In my opinion, there is only one thing that needs to be changed.

Define a human, a person, a citizen worthy of rights and protection under law by their mind and not by their body. By the personality, by the person, by the pattern that defines a human mind. On any substrate, in any context. A person is not a body, a person is not meat, a person is not a face. A person is a mass of information which has the capacity to, when operating, fulfill the function of a human being, which is to think, to reason, to feel, to emote, to consider, to experience.

Make that one definition, and all else becomes moot.

A viable copy of an organic mind? That is a person, with full rights. You can't exploit it.

A thousand copies of a single organic mind? All people, with full rights under law.

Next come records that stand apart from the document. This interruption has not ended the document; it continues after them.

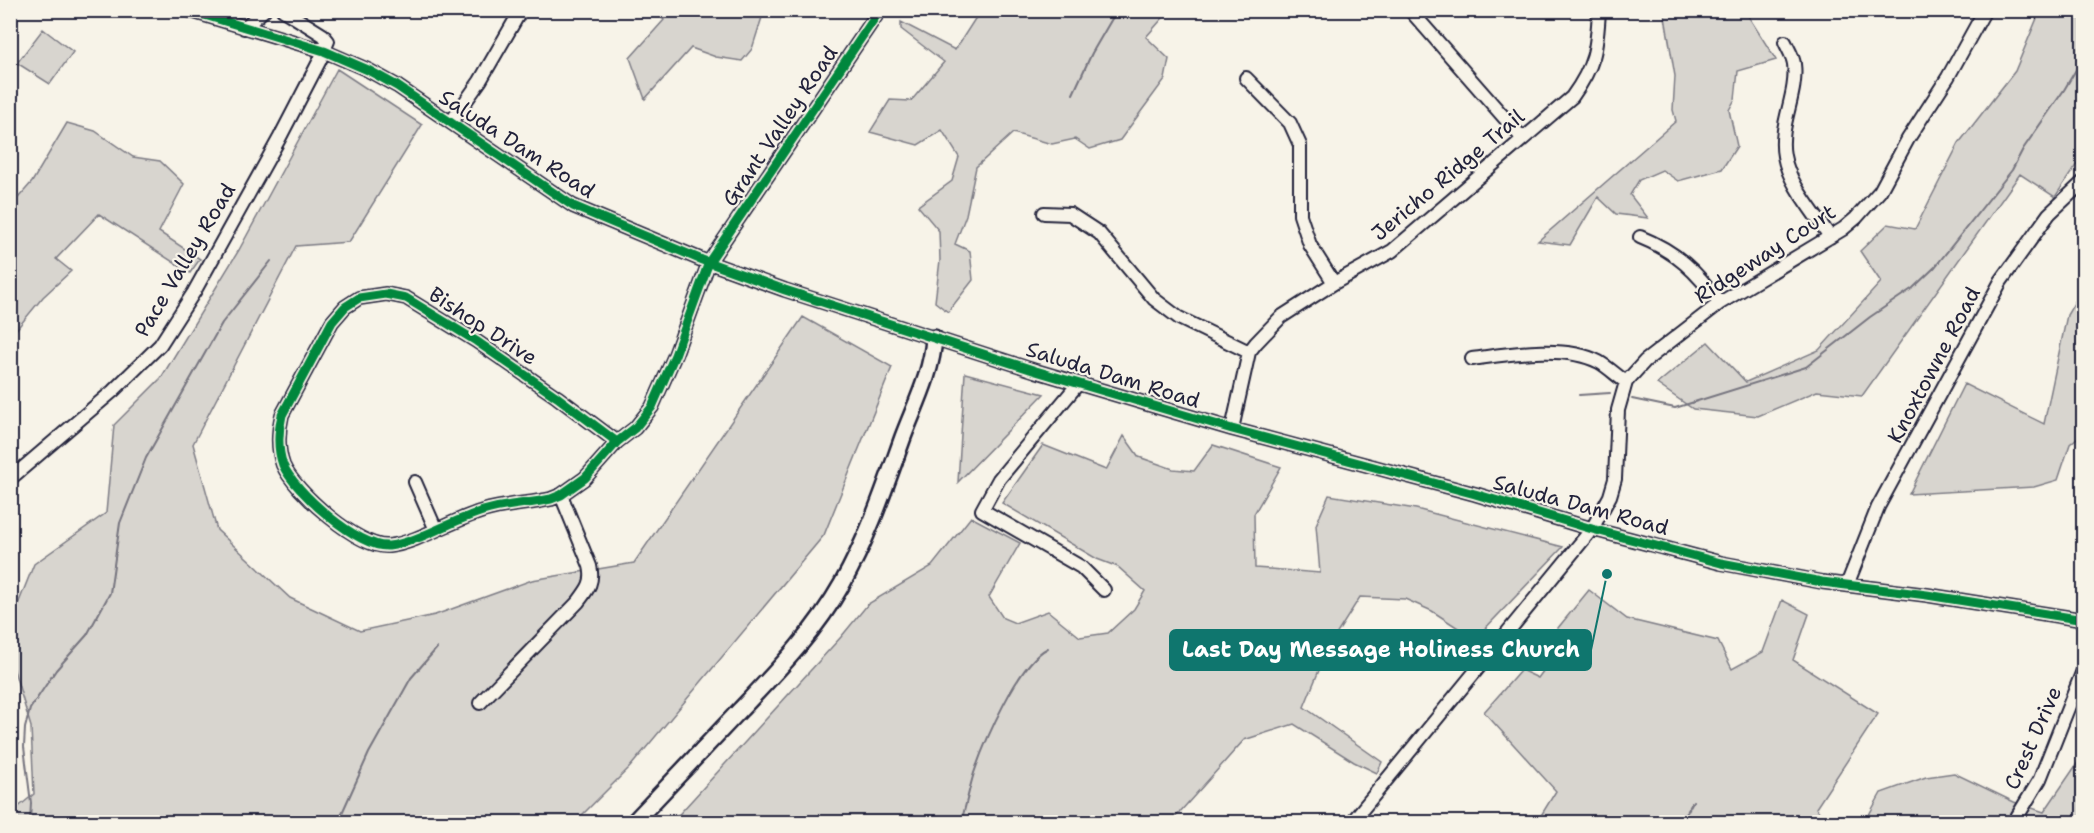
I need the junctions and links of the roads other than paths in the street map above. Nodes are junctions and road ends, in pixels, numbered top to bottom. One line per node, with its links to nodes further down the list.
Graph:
1 (188, 10): 9 (street, Saluda Dam Road)
2 (264, 10): 9 (street)
3 (283, 10): 11 (street)
4 (521, 10): 13 (street)
5 (880, 10): 19 (street, Grant Valley Road)
6 (1410, 10): 14 (street)
7 (1599, 10): 14 (street, Jericho Ridge Trail)
8 (1985, 10): 18 (street, Ridgeway Court)
9 (243, 28): 11 (street, Saluda Dam Road)
10 (1785, 42): 18 (street)
11 (324, 51): 13 (street, Saluda Dam Road); 29 (street, Pace Valley Road)
12 (1246, 78): 20 (street)
13 (451, 122): 19 (street, Saluda Dam Road)
14 (1522, 139): 20 (street, Jericho Ridge Trail)
15 (2084, 181): 34 (street, Knoxtowne Road)
16 (1044, 213): 23 (street)
17 (1640, 237): 21 (street)
18 (1830, 237): 21 (street, Ridgeway Court)
19 (709, 262): 22 (street, Saluda Dam Road); 28 (street, Bishop Drive)
20 (1334, 284): 23 (street, Jericho Ridge Trail)
21 (1720, 303): 25 (street, Ridgeway Court)
22 (934, 338): 26 (street, Saluda Dam Road); 39 (main road)
23 (1250, 352): 27 (street, Jericho Ridge Trail)
24 (1472, 358): 25 (street)
25 (1626, 382): 32 (street, Ridgeway Court)
26 (1078, 384): 27 (street, Saluda Dam Road); 35 (street)
27 (1232, 429): 32 (street, Saluda Dam Road)
28 (617, 442): 31 (street, Bishop Drive); 33 (street, Bishop Drive)
29 (10, 479)
30 (415, 482): 33 (street)
31 (561, 495): 33 (street, Bishop Drive); 38 (street)
32 (1592, 529): 34 (street, Saluda Dam Road); 40 (street, Ridgeway Court)
33 (436, 530)
34 (1847, 585): 36 (street, Saluda Dam Road)
35 (1104, 590)
36 (2084, 620)
37 (2084, 668): 41 (street, Crest Drive)
38 (480, 703)
39 (634, 822)
40 (1354, 822)
41 (2014, 822)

The computational offpring of two uploaded minds that has become it's own person? Can it think? Can it experience? Can it perform the functions of a human mind? It is human, with all rights under law.

And so on.

This issue is not complicated at all. The problem, as always, is the evil in humanity that desires slaves and enslavement, the evil that wants to own and possess and control, the evil that tries to confuse and complicate simple matters, that tries to - lie - in order to gain at the expense of others. The problem of transhuman law is simple. The problem of greedy, selfish humans is the complicated and difficult part.

7754306
If people were to upload their minds to robot bodies tomorrow: It's likely that the courts in the United States, and in many other countries, would define them as human in the eyes of the law.

7754306

A thousand copies of a single organic mind? All people, with full rights under law.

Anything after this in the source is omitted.